(La dame) Silkis, se retira dans ses appartements; elle avala un breuvage composé
de jus de dattes, de feulles de ricin et de lait de sycomore, destiné
à apaiser le feu qui rongeait ses intestins. Un médecin l'avait
mise en garde contre le mauvais état du plexus veineux de ses cuisses,
un autre s'était inquiété de sa chaleur constante à
l'anus; elle les avait tous renvoyés, avant d'accepter le traitement
d'un spécialiste qui lui avait injecté du lait de femme à
l'aide d'un clystère.
La nourrice
Datant de la basse Epoque, des contrats précisent que la nourrice, en
échange d'honoraires, s'engageait à allaiter le nourrisson ou
à s'occuper de lui pendant une période bien déterminée. Elle exerçait aussi une fonction médicale, soignant notamment
l'incontinence d'urine de l'enfant en lui faisant absorber des pilules composées
de parcelles de pierre bouillie ou un liquide à base de roseau.
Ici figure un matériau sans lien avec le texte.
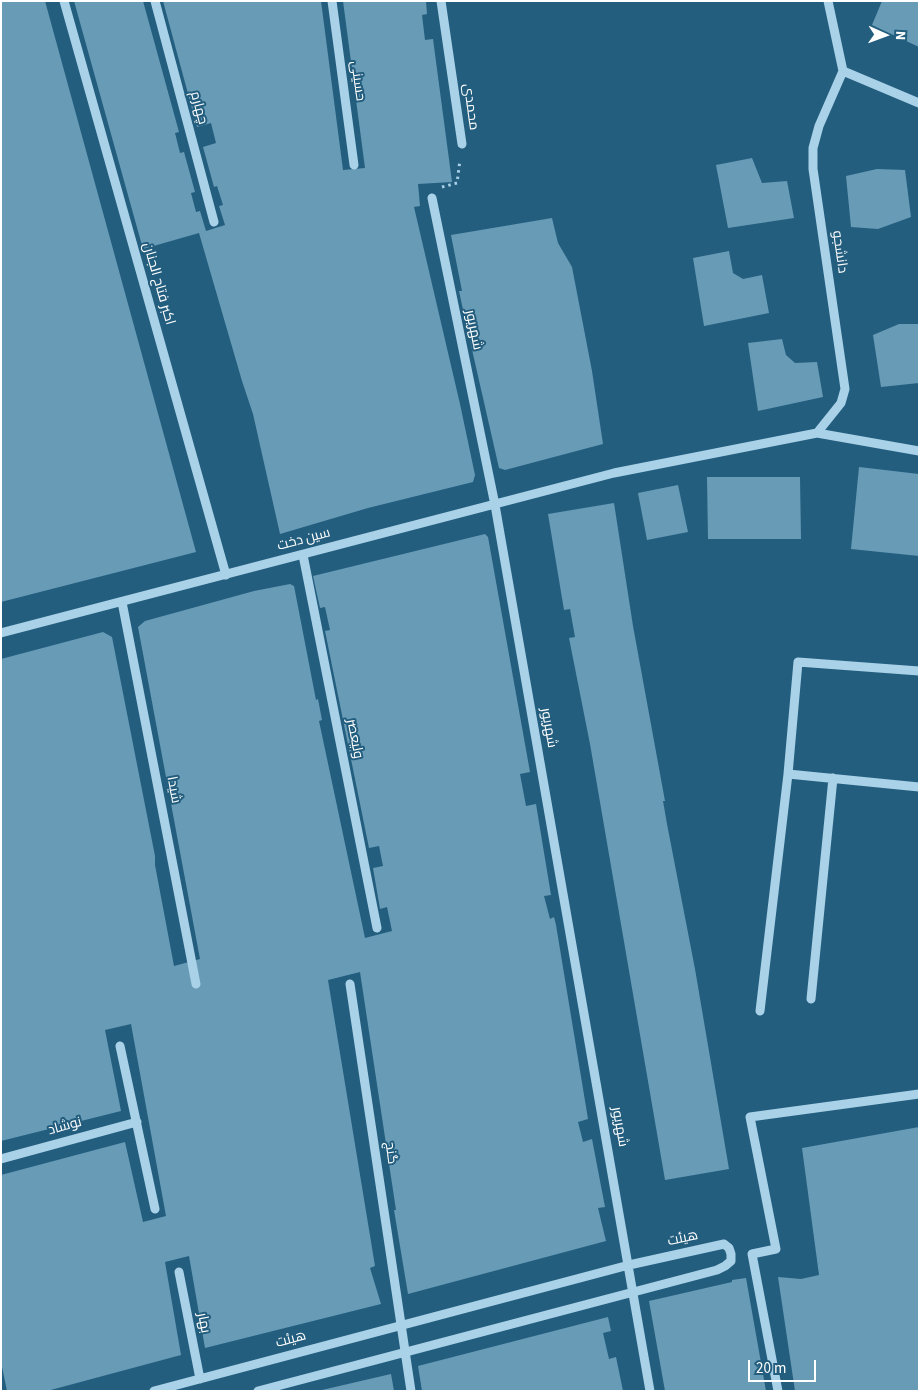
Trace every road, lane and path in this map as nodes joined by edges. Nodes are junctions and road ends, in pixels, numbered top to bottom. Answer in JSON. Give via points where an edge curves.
{"nodes":[{"id":1,"x":64,"y":1,"type":"edge"},
{"id":2,"x":155,"y":1,"type":"edge"},
{"id":3,"x":332,"y":1,"type":"edge"},
{"id":4,"x":440,"y":1,"type":"edge"},
{"id":5,"x":828,"y":1,"type":"edge"},
{"id":6,"x":843,"y":71,"type":"junction"},
{"id":7,"x":919,"y":103,"type":"edge"},
{"id":8,"x":462,"y":144,"type":"joint"},
{"id":9,"x":354,"y":165,"type":"dead end"},
{"id":10,"x":432,"y":198,"type":"joint"},
{"id":11,"x":214,"y":222,"type":"dead end"},
{"id":12,"x":817,"y":433,"type":"junction"},
{"id":13,"x":919,"y":451,"type":"edge"},
{"id":14,"x":495,"y":505,"type":"junction"},
{"id":15,"x":303,"y":555,"type":"junction"},
{"id":16,"x":226,"y":575,"type":"junction"},
{"id":17,"x":122,"y":602,"type":"junction"},
{"id":18,"x":1,"y":634,"type":"edge"},
{"id":19,"x":919,"y":670,"type":"edge"},
{"id":20,"x":788,"y":774,"type":"junction"},
{"id":21,"x":833,"y":778,"type":"junction"},
{"id":22,"x":919,"y":787,"type":"edge"},
{"id":23,"x":377,"y":928,"type":"dead end"},
{"id":24,"x":196,"y":984,"type":"dead end"},
{"id":25,"x":350,"y":984,"type":"dead end"},
{"id":26,"x":811,"y":999,"type":"dead end"},
{"id":27,"x":760,"y":1011,"type":"dead end"},
{"id":28,"x":120,"y":1046,"type":"dead end"},
{"id":29,"x":919,"y":1094,"type":"edge"},
{"id":30,"x":137,"y":1122,"type":"junction"},
{"id":31,"x":1,"y":1159,"type":"edge"},
{"id":32,"x":156,"y":1209,"type":"dead end"},
{"id":33,"x":629,"y":1265,"type":"junction"},
{"id":34,"x":179,"y":1272,"type":"dead end"},
{"id":35,"x":634,"y":1291,"type":"junction"},
{"id":36,"x":401,"y":1325,"type":"junction"},
{"id":37,"x":404,"y":1353,"type":"junction"},
{"id":38,"x":200,"y":1379,"type":"junction"},
{"id":39,"x":154,"y":1391,"type":"edge"},
{"id":40,"x":258,"y":1391,"type":"edge"},
{"id":41,"x":411,"y":1391,"type":"edge"},
{"id":42,"x":650,"y":1391,"type":"edge"},
{"id":43,"x":778,"y":1391,"type":"edge"}],
"edges":[{"from":1,"to":16,"type":"street","name":"اکبر فتاح الجنان"},
{"from":2,"to":11,"type":"street","name":"چهارم"},
{"from":3,"to":9,"type":"street","name":"حسینی"},
{"from":4,"to":8,"type":"street","name":"محمدی"},
{"from":5,"to":6,"type":"street"},
{"from":6,"to":7,"type":"street"},
{"from":6,"to":12,"type":"street","name":"دانشجو","via":[[812,148],[845,389],[841,403]]},
{"from":8,"to":10,"type":"path","name":"محمدی","via":[[457,183],[433,189]]},
{"from":10,"to":14,"type":"street","name":"شهریور"},
{"from":12,"to":13,"type":"street"},
{"from":12,"to":14,"type":"street","name":"سین دخت","via":[[614,473]]},
{"from":14,"to":15,"type":"street","name":"سین دخت"},
{"from":14,"to":33,"type":"street","name":"شهریور"},
{"from":15,"to":16,"type":"street","name":"سین دخت"},
{"from":15,"to":23,"type":"street","name":"ولیعصر"},
{"from":16,"to":17,"type":"street","name":"سین دخت"},
{"from":17,"to":18,"type":"street","name":"سین دخت"},
{"from":17,"to":24,"type":"street","name":"شیدا"},
{"from":19,"to":20,"type":"street","via":[[798,662]]},
{"from":20,"to":21,"type":"street"},
{"from":20,"to":27,"type":"street"},
{"from":21,"to":22,"type":"street"},
{"from":21,"to":26,"type":"street"},
{"from":25,"to":36,"type":"street","name":"گنج"},
{"from":28,"to":30,"type":"street"},
{"from":29,"to":43,"type":"street","via":[[750,1117],[776,1249],[752,1254]]},
{"from":30,"to":31,"type":"street","name":"نوشاد"},
{"from":30,"to":32,"type":"street"},
{"from":33,"to":35,"type":"street","name":"شهریور"},
{"from":33,"to":35,"type":"street","name":"هیئت","via":[[724,1244],[731,1254],[726,1266],[717,1270]]},
{"from":33,"to":36,"type":"street","name":"هیئت"},
{"from":34,"to":38,"type":"street","name":"بهار"},
{"from":35,"to":37,"type":"street","name":"هیئت"},
{"from":35,"to":42,"type":"street"},
{"from":36,"to":37,"type":"street","name":"گنج"},
{"from":36,"to":38,"type":"street","name":"هیئت"},
{"from":37,"to":40,"type":"street","name":"هیئت"},
{"from":37,"to":41,"type":"street","name":"گنج"},
{"from":38,"to":39,"type":"street","name":"هیئت"}]}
Le pire pour une nourrice était de manquer de lait, elle disposait
d'un remède efficace pour pallier cet inconvénient: s'oindre le
dos avec un onguent à base d'épine dorsale d'un poisson, le lates
niloticus, cuite dans l'huile.
Considéré comme le "liquide qui guérit",
le lait était examiné avec attention; il devait avoir l'odeur
des plantes aromatiques ou de la farine de caroube. S'il sentait le poisson,
il n'était pas assimilable. La longue durée de l'allaitement explique
pourquoi on n'a pas retrouvé de rachitisme dans les squelettes d'enfants
égyptiens. Ce précieux lait pouvait être recueilli dans
des récipients en argile, en forme de femes pressant leurs seins et tenant
un nourrisson sur les genoux.
Soigner les seins des nourrices était une tâche essentielle, de
manière à éviter démangeaisons, saignements ou suppurations. Les médecins utilisaient des produits à base de roseau, de
fibres végétales, de pistils et d'étamines de jonc.
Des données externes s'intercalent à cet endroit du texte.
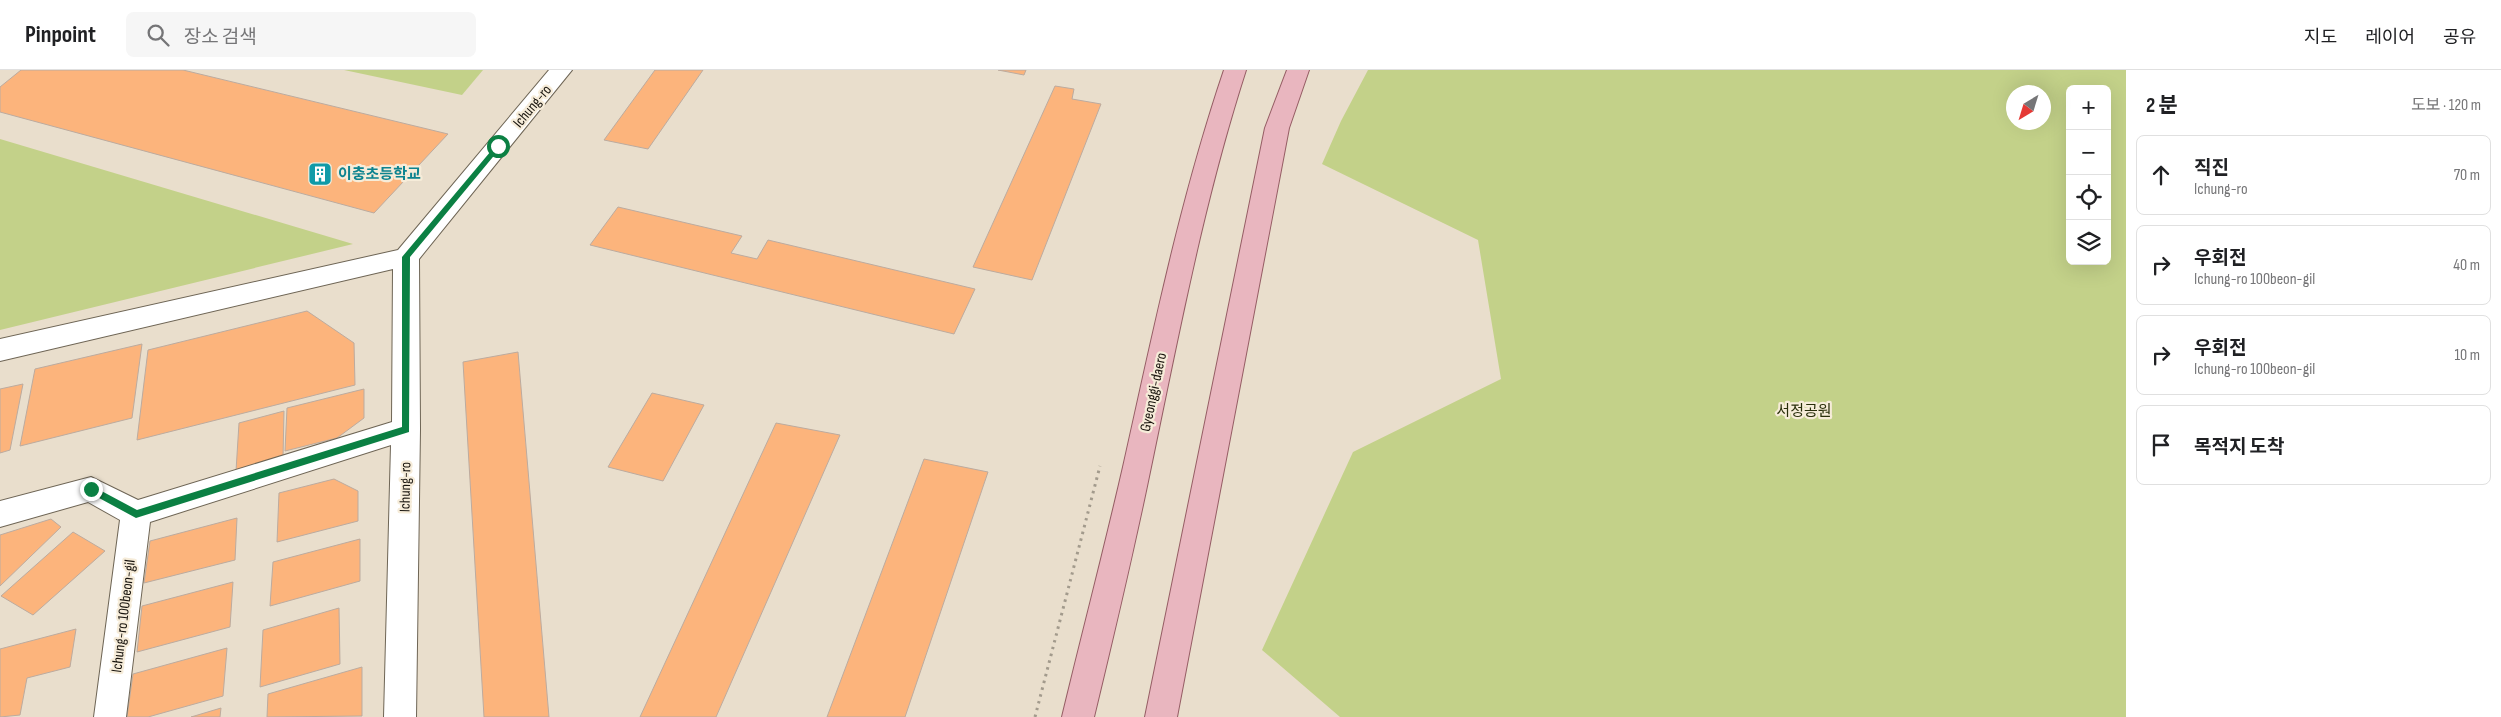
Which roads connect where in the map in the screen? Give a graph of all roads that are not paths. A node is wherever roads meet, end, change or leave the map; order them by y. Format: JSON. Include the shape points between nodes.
{"nodes":[{"id":1,"x":561,"y":70,"type":"edge"},
{"id":2,"x":1235,"y":70,"type":"edge"},
{"id":3,"x":1298,"y":70,"type":"edge"},
{"id":4,"x":406,"y":257,"type":"junction"},
{"id":5,"x":0,"y":350,"type":"edge"},
{"id":6,"x":406,"y":429,"type":"junction"},
{"id":7,"x":0,"y":514,"type":"edge"},
{"id":8,"x":136,"y":514,"type":"junction"},
{"id":9,"x":110,"y":717,"type":"edge"},
{"id":10,"x":400,"y":717,"type":"edge"},
{"id":11,"x":1078,"y":717,"type":"edge"},
{"id":12,"x":1161,"y":717,"type":"edge"}],
"edges":[{"from":1,"to":4,"type":"street","name":"Ichung-ro"},
{"from":2,"to":11,"type":"main road","name":"Gyeonggi-daero","via":[[1214,130],[1182,256],[1137,467]]},
{"from":3,"to":12,"type":"main road","via":[[1277,128]]},
{"from":4,"to":5,"type":"street"},
{"from":4,"to":6,"type":"street","name":"Ichung-ro"},
{"from":6,"to":8,"type":"street"},
{"from":6,"to":10,"type":"street","name":"Ichung-ro"},
{"from":7,"to":8,"type":"street","via":[[91,489]]},
{"from":8,"to":9,"type":"street","name":"Ichung-ro 100beon-gil"}]}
Le lait donne la vie, la puissance et une longue existence. Si Horus a réussi
à reconquérir la royauté, c'est parce qu'il a été
allaité par Isis. Dès l'époque des Textes des Pyramides
le plus ancien corpus sacré, l'allaitement fait partie des rites de couronnement
de Pharaon qui, grâce à lui, redevient un être jeune, vigoureux,
dont la croissance est assuré par le lait céleste.
Il s'agit en fait, d'un véritable processus de résurrection.
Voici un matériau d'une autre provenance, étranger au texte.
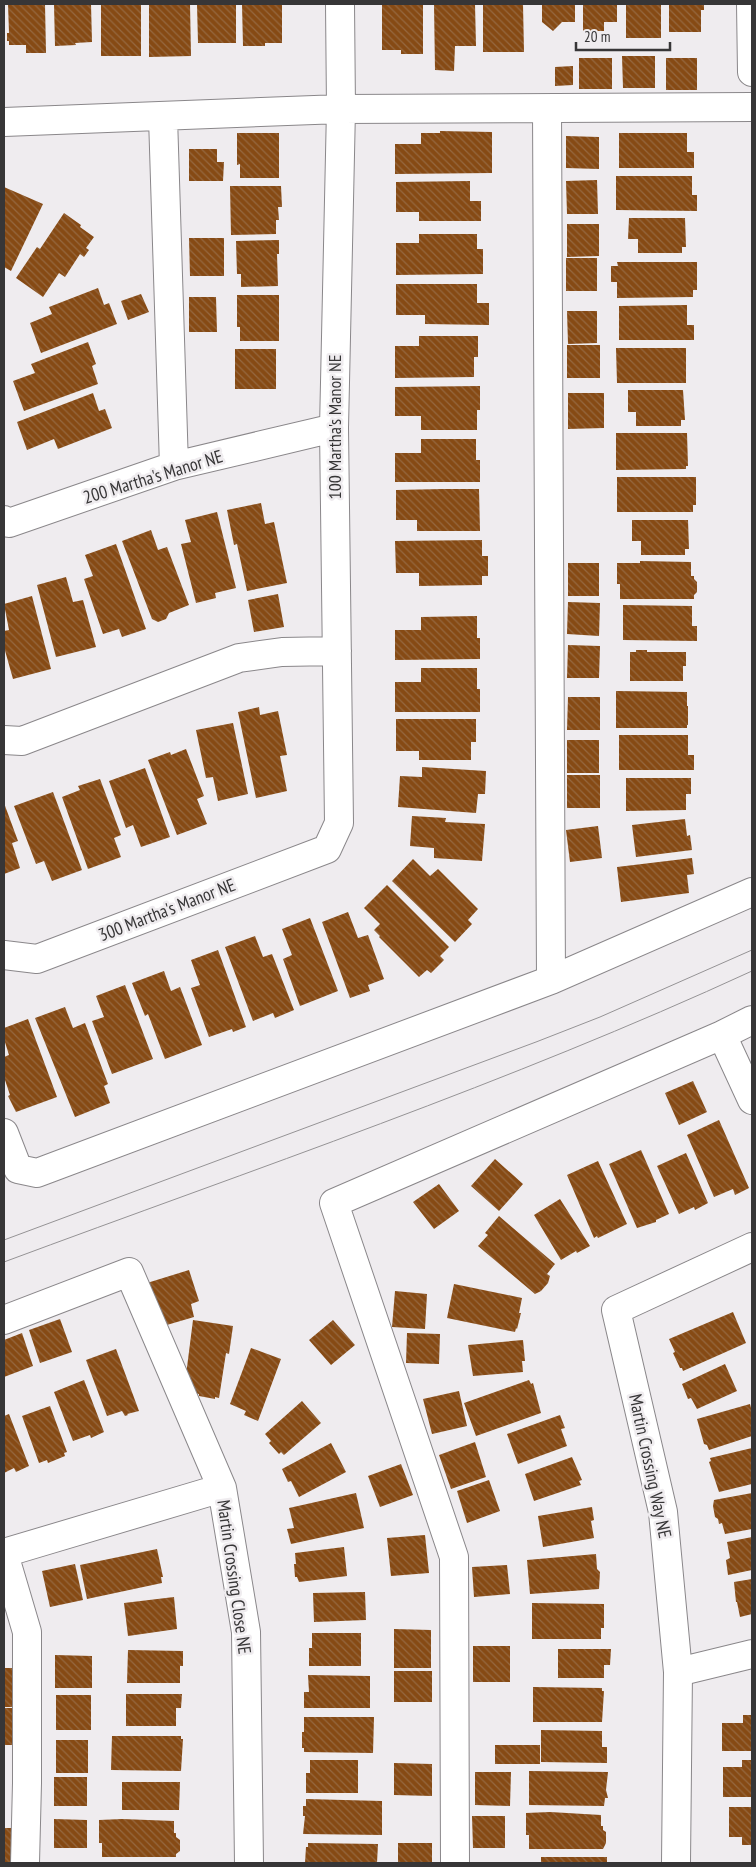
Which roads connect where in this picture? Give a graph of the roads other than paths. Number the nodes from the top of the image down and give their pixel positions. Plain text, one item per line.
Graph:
1 (340, 4) edge
2 (751, 4) edge
3 (752, 72) edge
4 (752, 107) edge
5 (341, 109) junction
6 (547, 109) junction
7 (163, 116) junction
8 (4, 122) edge
9 (334, 428) junction
10 (174, 466) junction
11 (4, 520) edge
12 (337, 651) junction
13 (4, 740) edge
14 (328, 849) joint
15 (752, 892) edge
16 (4, 956) edge
17 (551, 980) junction
18 (752, 1020) edge
19 (722, 1035) junction
20 (752, 1100) edge
21 (4, 1133) edge
22 (752, 1247) edge
23 (4, 1320) edge
24 (222, 1488) junction
25 (4, 1554) edge
26 (752, 1654) edge
27 (678, 1672) junction
28 (25, 1863) edge
29 (249, 1863) edge
30 (455, 1863) edge
31 (676, 1863) edge

1 - 5 street, 100 Martha's Manor NE
2 - 3 street
4 - 6 street
5 - 6 street
5 - 7 street
5 - 9 street, 100 Martha's Manor NE
6 - 17 street
7 - 8 street
7 - 10 street
9 - 10 street, 200 Martha's Manor NE
9 - 12 street, 100 Martha's Manor NE
10 - 11 street, 200 Martha's Manor NE
12 - 13 street
12 - 14 street, 100 Martha's Manor NE
14 - 16 street, 300 Martha's Manor NE
15 - 17 street
17 - 21 street
18 - 19 street
19 - 20 street
19 - 30 street
22 - 27 street, Martin Crossing Way NE
23 - 24 street
24 - 25 street, Martin Crossing Close NE
24 - 29 street, Martin Crossing Close NE
25 - 28 street
26 - 27 street
27 - 31 street, Martin Crossing Way NE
Le roi allaité par les déesses, est de nouveau enfant, de nouveau
vivant, mais aussi reconnu comme apte à exercer la fonction royale. Comme
l'écrit Jean Leclant, dans l'allaitement il s'agit bien davantage
que de l'absorption d'un breuvage d'éternité; c'est plus que le
geste d'une protection magique ou qu'un simple rite d'adoption... Il s'agit
d'une espère d'initiation. En parvenant à sa nouvelle dignité,
Pharaon entre dans le monde des dieux.